Hybrid roles, which mix working remotely and onsite, have become significantly more commonplace in the UK in recent years, new statistics reveal.
Data from jobs board CharityJob, analysed for the Chartered Institute of Fundraising, shows that hybrid roles advertised in the fundraising sector grew by over 900% last year, while onsite roles for the fundraising sector decreased by 64%.
In 2022, 52% of all advertised job roles in fundraising were hybrid, 33% were onsite and 15% were remote. This compares to 5% hybrid, 91% onsite and 4% remote in 2019.
The greatest increases in different ways of working can be seen in experienced non-manager roles. There has been an increase of over 900% in hybrid experienced non-manager roles and an increase of 480% in remote experienced non-manager roles.
Commenting on the findings, Ceri Edwards, executive director of people & engagement at the Chartered Institute of Fundraising said:
“The opportunities for flexibility and improved work-life balance ushered in by the pandemic have undoubtedly changed workplaces for the better and will have ensured many of us remain with charities that have given us better prospects for our careers and a renewed outlook on our working weeks.
“These strides forward are to be welcomed and will undoubtedly make roles more appealing to many. And while we know that a career in fundraising brings huge rewards and a lifetime of impact, it won’t always be enough to attract the talent we need to excite our supporters as we connect them with the causes they care about.
“Our focus now must be on ensuring that the advantages new ways of working bring are open to all, are accompanied by a strong focus on wellbeing and professional development; and that together we foster cultures of inclusion and growth for fundraisers wherever they work.”
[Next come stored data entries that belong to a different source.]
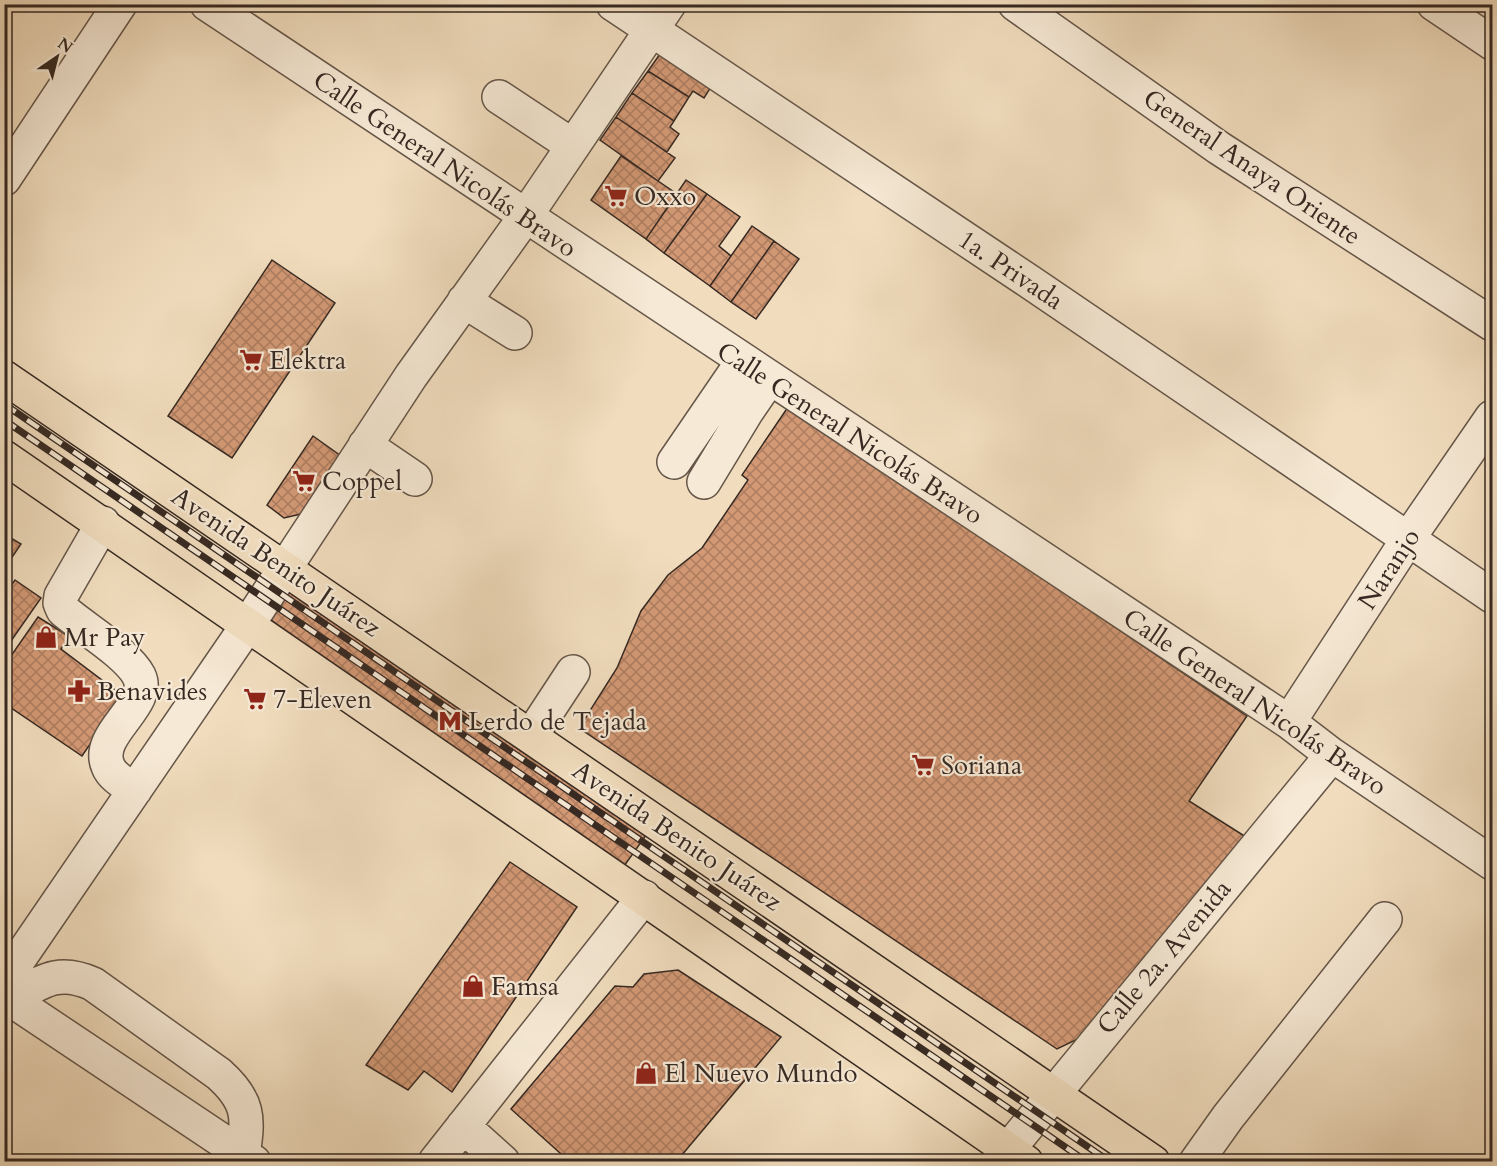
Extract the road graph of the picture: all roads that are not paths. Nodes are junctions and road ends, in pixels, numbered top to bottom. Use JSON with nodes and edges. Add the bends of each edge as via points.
{"nodes":[{"id":1,"x":120,"y":4,"type":"edge"},
{"id":2,"x":207,"y":4,"type":"edge"},
{"id":3,"x":613,"y":4,"type":"edge"},
{"id":4,"x":1015,"y":4,"type":"edge"},
{"id":5,"x":1434,"y":4,"type":"edge"},
{"id":6,"x":660,"y":17,"type":"edge"},
{"id":7,"x":1492,"y":43,"type":"edge"},
{"id":8,"x":499,"y":97,"type":"dead end"},
{"id":9,"x":573,"y":146,"type":"junction"},
{"id":10,"x":4,"y":179,"type":"edge"},
{"id":11,"x":525,"y":217,"type":"junction"},
{"id":12,"x":470,"y":293,"type":"junction"},
{"id":13,"x":1492,"y":324,"type":"edge"},
{"id":14,"x":520,"y":326,"type":"dead end"},
{"id":15,"x":756,"y":370,"type":"junction"},
{"id":16,"x":4,"y":377,"type":"edge"},
{"id":17,"x":1492,"y":417,"type":"edge"},
{"id":18,"x":361,"y":452,"type":"junction"},
{"id":19,"x":4,"y":457,"type":"edge"},
{"id":20,"x":674,"y":462,"type":"dead end"},
{"id":21,"x":704,"y":482,"type":"dead end"},
{"id":22,"x":410,"y":487,"type":"dead end"},
{"id":23,"x":103,"y":523,"type":"junction"},
{"id":24,"x":1408,"y":539,"type":"junction"},
{"id":25,"x":285,"y":567,"type":"junction"},
{"id":26,"x":1492,"y":596,"type":"edge"},
{"id":27,"x":247,"y":626,"type":"junction"},
{"id":28,"x":573,"y":672,"type":"dead end"},
{"id":29,"x":1289,"y":722,"type":"junction"},
{"id":30,"x":531,"y":736,"type":"junction"},
{"id":31,"x":1332,"y":754,"type":"junction"},
{"id":32,"x":135,"y":790,"type":"junction"},
{"id":33,"x":1492,"y":863,"type":"edge"},
{"id":34,"x":644,"y":897,"type":"junction"},
{"id":35,"x":1385,"y":919,"type":"dead end"},
{"id":36,"x":6,"y":992,"type":"edge"},
{"id":37,"x":1053,"y":1093,"type":"junction"},
{"id":38,"x":463,"y":1126,"type":"junction"},
{"id":39,"x":1011,"y":1157,"type":"edge"},
{"id":40,"x":249,"y":1158,"type":"edge"},
{"id":41,"x":435,"y":1161,"type":"edge"},
{"id":42,"x":503,"y":1161,"type":"edge"},
{"id":43,"x":1153,"y":1161,"type":"edge"},
{"id":44,"x":1196,"y":1161,"type":"edge"}],
"edges":[{"from":1,"to":10,"type":"street"},
{"from":2,"to":11,"type":"street","name":"Calle General Nicolás Bravo"},
{"from":3,"to":6,"type":"street","name":"1a. Privada"},
{"from":4,"to":13,"type":"street","name":"General Anaya Oriente","via":[[1219,148]]},
{"from":5,"to":7,"type":"street"},
{"from":6,"to":9,"type":"street"},
{"from":6,"to":24,"type":"street","name":"1a. Privada","via":[[1030,282]]},
{"from":8,"to":9,"type":"street"},
{"from":9,"to":11,"type":"street"},
{"from":11,"to":12,"type":"street"},
{"from":11,"to":15,"type":"street","name":"Calle General Nicolás Bravo"},
{"from":12,"to":14,"type":"street"},
{"from":12,"to":18,"type":"street"},
{"from":15,"to":20,"type":"street"},
{"from":15,"to":21,"type":"street"},
{"from":15,"to":29,"type":"street","name":"Calle General Nicolás Bravo"},
{"from":16,"to":25,"type":"main road","name":"Avenida Benito Juárez"},
{"from":17,"to":24,"type":"street","name":"Naranjo"},
{"from":18,"to":22,"type":"street"},
{"from":18,"to":25,"type":"street"},
{"from":19,"to":23,"type":"main road"},
{"from":23,"to":27,"type":"main road"},
{"from":23,"to":32,"type":"street","via":[[60,603],[63,610],[113,649],[140,677],[142,688],[105,754],[108,767],[117,778]]},
{"from":24,"to":26,"type":"street","name":"1a. Privada"},
{"from":24,"to":29,"type":"street","name":"Naranjo"},
{"from":25,"to":27,"type":"street"},
{"from":25,"to":30,"type":"main road","name":"Avenida Benito Juárez"},
{"from":27,"to":32,"type":"street"},
{"from":27,"to":34,"type":"main road"},
{"from":28,"to":30,"type":"street"},
{"from":29,"to":31,"type":"street","name":"Calle General Nicolás Bravo"},
{"from":30,"to":37,"type":"main road","name":"Avenida Benito Juárez"},
{"from":31,"to":33,"type":"street","name":"Calle General Nicolás Bravo"},
{"from":31,"to":37,"type":"street","name":"Calle 2a. Avenida"},
{"from":32,"to":36,"type":"street"},
{"from":34,"to":38,"type":"street"},
{"from":34,"to":39,"type":"main road"},
{"from":35,"to":44,"type":"street"},
{"from":36,"to":40,"type":"street"},
{"from":36,"to":40,"type":"street","via":[[61,975],[93,984],[236,1089],[244,1106]]},
{"from":37,"to":39,"type":"street","name":"Calle 2a. Avenida"},
{"from":37,"to":43,"type":"main road","name":"Avenida Benito Juárez"},
{"from":38,"to":41,"type":"street"},
{"from":38,"to":42,"type":"street"}]}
Raya Wexler, co-founder of CharityJob added:
“In a competitive job market, this is a very welcome shift. The move towards more flexible ways of working both opens up fundraising roles to much broader pools of candidates and offers existing fundraisers the optimal conditions to flourish. This means charities have the best chance of securing top talent. The flexibility and career progression opportunities currently available mean there’s never been a better time to start or progress a career in fundraising.”